EXERCISE AIM: Repeat each entry in full, exactly.

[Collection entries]
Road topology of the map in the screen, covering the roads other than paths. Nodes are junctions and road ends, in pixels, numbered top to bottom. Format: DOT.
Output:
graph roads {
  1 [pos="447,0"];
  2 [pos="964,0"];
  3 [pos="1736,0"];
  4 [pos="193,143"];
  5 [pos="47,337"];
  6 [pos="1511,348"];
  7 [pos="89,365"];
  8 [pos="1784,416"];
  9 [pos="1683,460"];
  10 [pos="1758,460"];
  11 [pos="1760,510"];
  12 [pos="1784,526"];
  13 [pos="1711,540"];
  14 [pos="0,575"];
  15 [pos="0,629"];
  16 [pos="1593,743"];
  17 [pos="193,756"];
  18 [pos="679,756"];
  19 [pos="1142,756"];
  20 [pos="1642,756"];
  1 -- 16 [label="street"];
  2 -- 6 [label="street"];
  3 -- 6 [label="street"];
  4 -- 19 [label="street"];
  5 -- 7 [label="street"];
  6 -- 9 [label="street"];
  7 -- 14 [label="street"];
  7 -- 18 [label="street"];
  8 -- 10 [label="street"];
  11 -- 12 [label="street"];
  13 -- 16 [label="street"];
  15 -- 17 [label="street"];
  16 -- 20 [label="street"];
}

ANSWER AREA:
Road topology of the map in the screen, covering the roads other than paths. Nodes are junctions and road ends, in pixels, numbered top to bottom. Format: DOT.
Output:
graph roads {
  1 [pos="447,0"];
  2 [pos="964,0"];
  3 [pos="1736,0"];
  4 [pos="193,143"];
  5 [pos="47,337"];
  6 [pos="1511,348"];
  7 [pos="89,365"];
  8 [pos="1784,416"];
  9 [pos="1683,460"];
  10 [pos="1758,460"];
  11 [pos="1760,510"];
  12 [pos="1784,526"];
  13 [pos="1711,540"];
  14 [pos="0,575"];
  15 [pos="0,629"];
  16 [pos="1593,743"];
  17 [pos="193,756"];
  18 [pos="679,756"];
  19 [pos="1142,756"];
  20 [pos="1642,756"];
  1 -- 16 [label="street"];
  2 -- 6 [label="street"];
  3 -- 6 [label="street"];
  4 -- 19 [label="street"];
  5 -- 7 [label="street"];
  6 -- 9 [label="street"];
  7 -- 14 [label="street"];
  7 -- 18 [label="street"];
  8 -- 10 [label="street"];
  11 -- 12 [label="street"];
  13 -- 16 [label="street"];
  15 -- 17 [label="street"];
  16 -- 20 [label="street"];
}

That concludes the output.